WASHINGTON: Indian-American doctor Atul Gawande who has been included in US President-elect Joe Biden's newly announced transition coronavirus advisory board said he is grateful and honoured to be asked to serve and contribute to ending the Covid-19 pandemic.
The 55-year-old Boston-based surgeon, who known for his writings and books about the medical field, expressed confidence that the virus can be brought under control, and lives and livelihoods can be saved.
"I'm grateful and honoured to be asked to serve and to contribute to ending this pandemic. We have runaway spread right now. But I am confident we can get the virus under control, save lives and livelihoods, and bring people back together again," Dr Gawande tweeted.
A surgeon at Brigham and Women's Hospital in Boston he is also a professor at Harvard Medical School, and Professor of Health Policy and Management at Harvard T H Chan School of Public Health.
Gawande was a senior adviser in the US Department of Health and Human Services under former President Bill Clinton. Before joining medical school, Gawande had been a part of Bill Clinton's presidential campaign. He previously served as a senior advisor in the Department of Health and Human Services in the Clinton Administration.
In 2007, Dr Gawande led the World Health Organization's global effort to reduce surgical deaths.
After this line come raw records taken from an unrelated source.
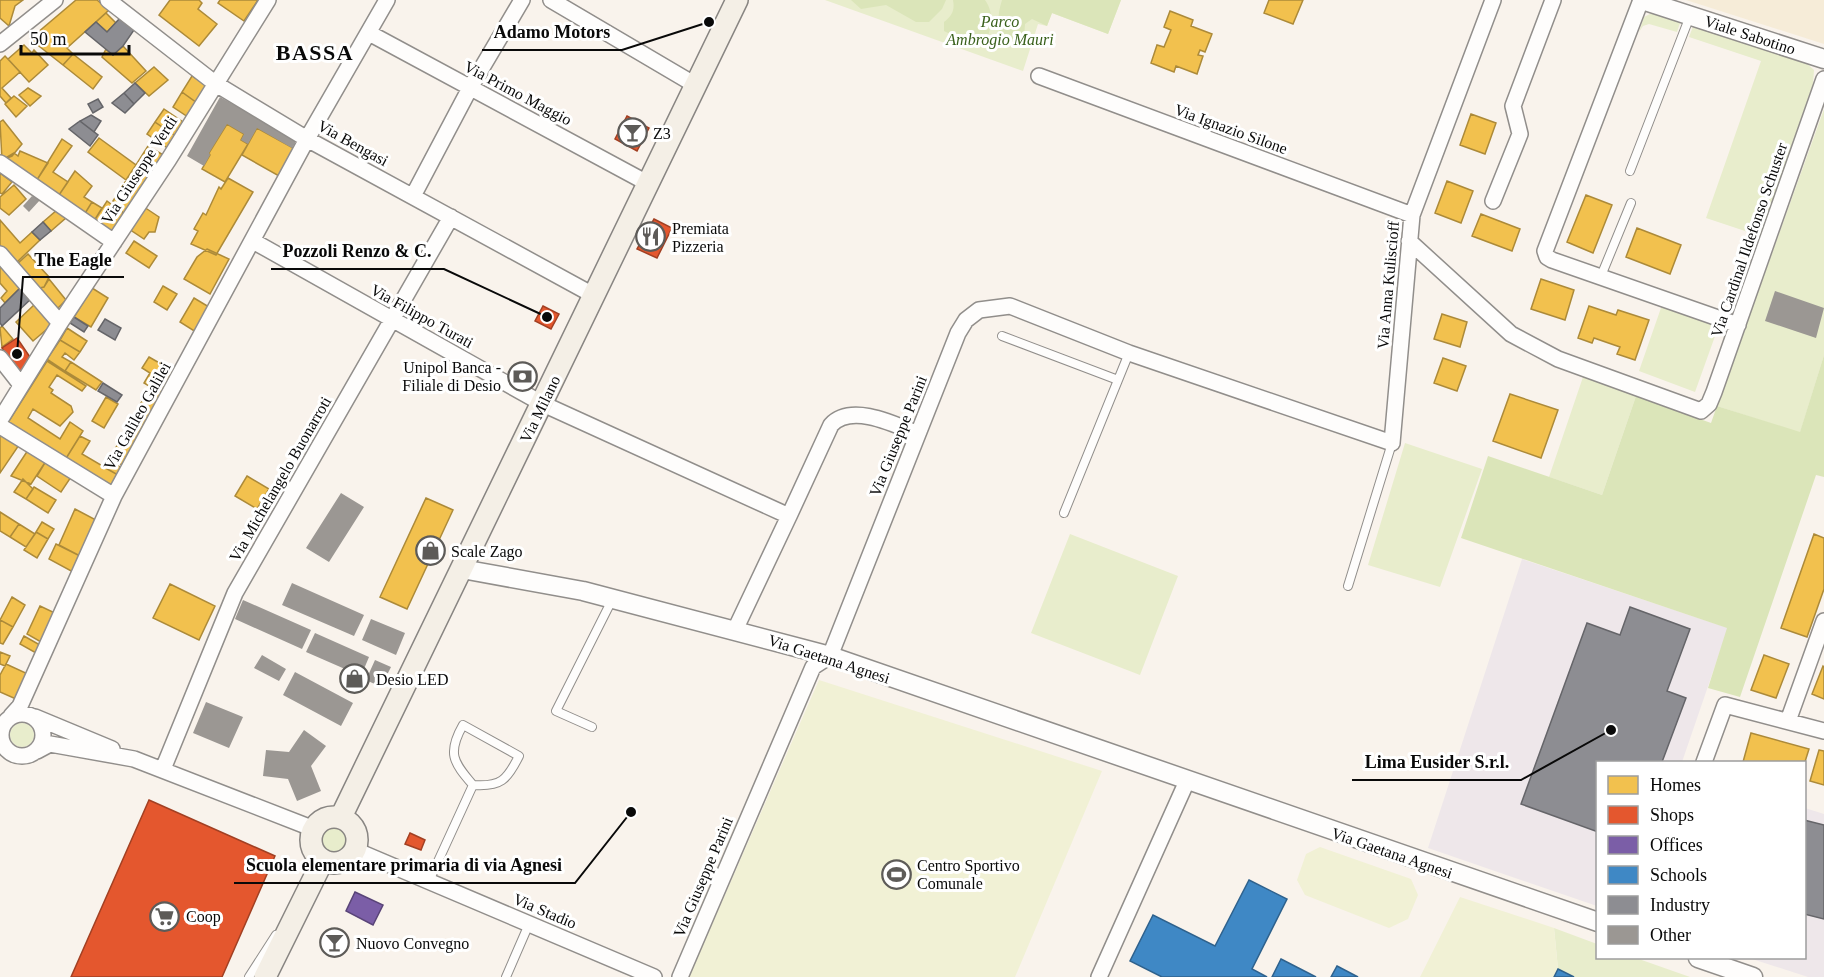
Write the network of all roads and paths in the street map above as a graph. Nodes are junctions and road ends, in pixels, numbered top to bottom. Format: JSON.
{"nodes":[{"id":1,"x":55,"y":0,"type":"edge"},
{"id":2,"x":108,"y":0,"type":"edge"},
{"id":3,"x":268,"y":0,"type":"edge"},
{"id":4,"x":387,"y":0,"type":"edge"},
{"id":5,"x":522,"y":0,"type":"edge"},
{"id":6,"x":552,"y":0,"type":"edge"},
{"id":7,"x":737,"y":0,"type":"edge"},
{"id":8,"x":1493,"y":0,"type":"edge"},
{"id":9,"x":1552,"y":0,"type":"edge"},
{"id":10,"x":1642,"y":0,"type":"edge"},
{"id":11,"x":1690,"y":15,"type":"junction"},
{"id":12,"x":369,"y":33,"type":"junction"},
{"id":13,"x":0,"y":44,"type":"edge"},
{"id":14,"x":1824,"y":59,"type":"edge"},
{"id":15,"x":1039,"y":76,"type":"dead end"},
{"id":16,"x":1824,"y":79,"type":"edge"},
{"id":17,"x":216,"y":84,"type":"junction"},
{"id":18,"x":697,"y":86,"type":"junction"},
{"id":19,"x":470,"y":88,"type":"junction"},
{"id":20,"x":307,"y":139,"type":"junction"},
{"id":21,"x":0,"y":163,"type":"edge"},
{"id":22,"x":1630,"y":171,"type":"dead end"},
{"id":23,"x":649,"y":184,"type":"junction"},
{"id":24,"x":413,"y":196,"type":"junction"},
{"id":25,"x":1493,"y":201,"type":"dead end"},
{"id":26,"x":1631,"y":203,"type":"dead end"},
{"id":27,"x":1412,"y":215,"type":"junction"},
{"id":28,"x":451,"y":217,"type":"junction"},
{"id":29,"x":253,"y":241,"type":"junction"},
{"id":30,"x":1408,"y":241,"type":"junction"},
{"id":31,"x":114,"y":242,"type":"junction"},
{"id":32,"x":0,"y":254,"type":"edge"},
{"id":33,"x":1601,"y":276,"type":"junction"},
{"id":34,"x":595,"y":296,"type":"junction"},
{"id":35,"x":392,"y":319,"type":"junction"},
{"id":36,"x":60,"y":323,"type":"junction"},
{"id":37,"x":1738,"y":325,"type":"junction"},
{"id":38,"x":1002,"y":336,"type":"dead end"},
{"id":39,"x":1129,"y":353,"type":"junction"},
{"id":40,"x":0,"y":358,"type":"edge"},
{"id":41,"x":1118,"y":380,"type":"junction"},
{"id":42,"x":21,"y":385,"type":"junction"},
{"id":43,"x":543,"y":404,"type":"junction"},
{"id":44,"x":0,"y":420,"type":"edge"},
{"id":45,"x":0,"y":426,"type":"edge"},
{"id":46,"x":918,"y":434,"type":"junction"},
{"id":47,"x":1392,"y":443,"type":"junction"},
{"id":48,"x":114,"y":496,"type":"junction"},
{"id":49,"x":1064,"y":513,"type":"dead end"},
{"id":50,"x":789,"y":516,"type":"junction"},
{"id":51,"x":462,"y":569,"type":"junction"},
{"id":52,"x":1348,"y":586,"type":"dead end"},
{"id":53,"x":613,"y":598,"type":"junction"},
{"id":54,"x":1824,"y":621,"type":"edge"},
{"id":55,"x":735,"y":630,"type":"junction"},
{"id":56,"x":830,"y":656,"type":"junction"},
{"id":57,"x":32,"y":716,"type":"junction"},
{"id":58,"x":4,"y":721,"type":"edge"},
{"id":59,"x":1788,"y":721,"type":"junction"},
{"id":60,"x":592,"y":727,"type":"dead end"},
{"id":61,"x":1824,"y":731,"type":"edge"},
{"id":62,"x":37,"y":751,"type":"junction"},
{"id":63,"x":134,"y":759,"type":"junction"},
{"id":64,"x":1704,"y":761,"type":"edge"},
{"id":65,"x":163,"y":769,"type":"junction"},
{"id":66,"x":1187,"y":781,"type":"junction"},
{"id":67,"x":473,"y":784,"type":"junction"},
{"id":68,"x":341,"y":817,"type":"junction"},
{"id":69,"x":314,"y":829,"type":"junction"},
{"id":70,"x":355,"y":850,"type":"junction"},
{"id":71,"x":323,"y":860,"type":"junction"},
{"id":72,"x":429,"y":881,"type":"junction"},
{"id":73,"x":301,"y":904,"type":"junction"},
{"id":74,"x":1596,"y":921,"type":"edge"},
{"id":75,"x":529,"y":924,"type":"junction"},
{"id":76,"x":1704,"y":959,"type":"edge"},
{"id":77,"x":249,"y":977,"type":"edge"},
{"id":78,"x":265,"y":977,"type":"edge"},
{"id":79,"x":506,"y":977,"type":"edge"},
{"id":80,"x":654,"y":977,"type":"edge"},
{"id":81,"x":680,"y":977,"type":"edge"},
{"id":82,"x":1099,"y":977,"type":"edge"},
{"id":83,"x":1754,"y":977,"type":"edge"}],
"edges":[{"from":1,"to":13,"type":"street"},
{"from":2,"to":17,"type":"street","name":"Via Bengasi"},
{"from":3,"to":17,"type":"street","name":"Via Giuseppe Verdi"},
{"from":4,"to":12,"type":"street","name":"Via Galileo Galilei"},
{"from":5,"to":19,"type":"street"},
{"from":6,"to":18,"type":"street"},
{"from":7,"to":18,"type":"main road","name":"Via Milano"},
{"from":8,"to":27,"type":"street","name":"Via Anna Kuliscioff"},
{"from":9,"to":25,"type":"street"},
{"from":10,"to":11,"type":"street","name":"Viale Sabotino"},
{"from":10,"to":33,"type":"street"},
{"from":11,"to":14,"type":"street","name":"Viale Sabotino"},
{"from":11,"to":22,"type":"lane"},
{"from":12,"to":19,"type":"street","name":"Via Primo Maggio"},
{"from":12,"to":20,"type":"street","name":"Via Galileo Galilei"},
{"from":15,"to":27,"type":"street","name":"Via Ignazio Silone"},
{"from":16,"to":37,"type":"street","name":"Via Cardinal Ildefonso Schuster"},
{"from":17,"to":20,"type":"street","name":"Via Bengasi"},
{"from":17,"to":31,"type":"street","name":"Via Giuseppe Verdi"},
{"from":18,"to":23,"type":"main road","name":"Via Milano"},
{"from":19,"to":23,"type":"street","name":"Via Primo Maggio"},
{"from":19,"to":24,"type":"street"},
{"from":20,"to":24,"type":"street","name":"Via Bengasi"},
{"from":20,"to":29,"type":"street","name":"Via Galileo Galilei"},
{"from":21,"to":31,"type":"street"},
{"from":23,"to":34,"type":"main road","name":"Via Milano"},
{"from":24,"to":28,"type":"street","name":"Via Bengasi"},
{"from":26,"to":33,"type":"lane"},
{"from":27,"to":30,"type":"street","name":"Via Anna Kuliscioff"},
{"from":28,"to":34,"type":"street","name":"Via Bengasi"},
{"from":28,"to":35,"type":"street","name":"Via Michelangelo Buonarroti"},
{"from":29,"to":35,"type":"street","name":"Via Filippo Turati"},
{"from":29,"to":48,"type":"street","name":"Via Galileo Galilei"},
{"from":30,"to":37,"type":"street","name":"Via Cardinal Ildefonso Schuster"},
{"from":30,"to":47,"type":"street","name":"Via Anna Kuliscioff"},
{"from":31,"to":36,"type":"street","name":"Via Giuseppe Verdi"},
{"from":32,"to":36,"type":"street"},
{"from":33,"to":37,"type":"street"},
{"from":34,"to":43,"type":"main road","name":"Via Milano"},
{"from":35,"to":43,"type":"street","name":"Via Filippo Turati"},
{"from":35,"to":65,"type":"street","name":"Via Michelangelo Buonarroti"},
{"from":36,"to":42,"type":"street","name":"Via Giuseppe Verdi"},
{"from":38,"to":41,"type":"lane"},
{"from":39,"to":41,"type":"lane"},
{"from":39,"to":46,"type":"street","name":"Via Giuseppe Parini"},
{"from":39,"to":47,"type":"street","name":"Via Giuseppe Parini"},
{"from":40,"to":42,"type":"street"},
{"from":41,"to":49,"type":"lane"},
{"from":42,"to":44,"type":"street","name":"Via Giuseppe Verdi"},
{"from":43,"to":50,"type":"street","name":"Via Filippo Turati"},
{"from":43,"to":51,"type":"main road","name":"Via Milano"},
{"from":45,"to":48,"type":"street"},
{"from":46,"to":50,"type":"street"},
{"from":46,"to":56,"type":"street","name":"Via Giuseppe Parini"},
{"from":47,"to":52,"type":"lane"},
{"from":48,"to":58,"type":"street","name":"Via Galileo Galilei"},
{"from":50,"to":55,"type":"street"},
{"from":51,"to":53,"type":"street","name":"Via Gaetana Agnesi"},
{"from":51,"to":68,"type":"main road","name":"Via Milano"},
{"from":53,"to":55,"type":"street","name":"Via Gaetana Agnesi"},
{"from":53,"to":60,"type":"lane"},
{"from":54,"to":59,"type":"street"},
{"from":55,"to":56,"type":"street","name":"Via Gaetana Agnesi"},
{"from":56,"to":66,"type":"street","name":"Via Gaetana Agnesi"},
{"from":56,"to":81,"type":"street","name":"Via Giuseppe Parini"},
{"from":57,"to":58,"type":"street"},
{"from":57,"to":62,"type":"street"},
{"from":57,"to":63,"type":"street"},
{"from":58,"to":62,"type":"street"},
{"from":59,"to":61,"type":"street"},
{"from":59,"to":64,"type":"street"},
{"from":62,"to":63,"type":"street"},
{"from":63,"to":65,"type":"street"},
{"from":65,"to":69,"type":"street"},
{"from":66,"to":74,"type":"street","name":"Via Gaetana Agnesi"},
{"from":66,"to":82,"type":"street"},
{"from":67,"to":67,"type":"lane"},
{"from":67,"to":72,"type":"lane"},
{"from":68,"to":69,"type":"main road"},
{"from":68,"to":70,"type":"main road"},
{"from":69,"to":71,"type":"main road"},
{"from":70,"to":71,"type":"main road"},
{"from":70,"to":72,"type":"street","name":"Via Stadio"},
{"from":71,"to":73,"type":"main road"},
{"from":72,"to":75,"type":"street","name":"Via Stadio"},
{"from":73,"to":77,"type":"lane"},
{"from":73,"to":78,"type":"main road"},
{"from":75,"to":79,"type":"lane"},
{"from":75,"to":80,"type":"street","name":"Via Stadio"},
{"from":76,"to":83,"type":"street"}]}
Gawande is a staff writer for the The New Yorker and has authored four books, including "Being Mortal", which deals with the subject of end-of-life care.
In 2020, after two years as CEO, he was named chairman of Haven, a health-care venture focussed on improving health outcomes, patient experience, and costs of care.
Gawande's father Atmaram Gawande who was born in Maharashtra and his mother Sushila Gawande who hailed from Gujarat met in New York during medical school. They got married and moved to Athens in Ohio to practise as doctors.
Born in Brooklyn and raised in Ohio, Gawande went to Stanford where he studied biology and politics and later was a Rhodes Scholar at Oxford, where he earned his master's in philosophy, politics and economics in 1989.
His first book, Complications: A Surgeon's Notes on an Imperfect Science, was a finalist for the 2002 National Book Award
The Transition Covid-19 Advisory Board is co-chaired by former FDA Commissioner Dr. David Kessler, former Surgeon General Dr Vivek Murthy and Dr Marcella Nunez-Smith, Yale associate professor of medicine and epidemiology.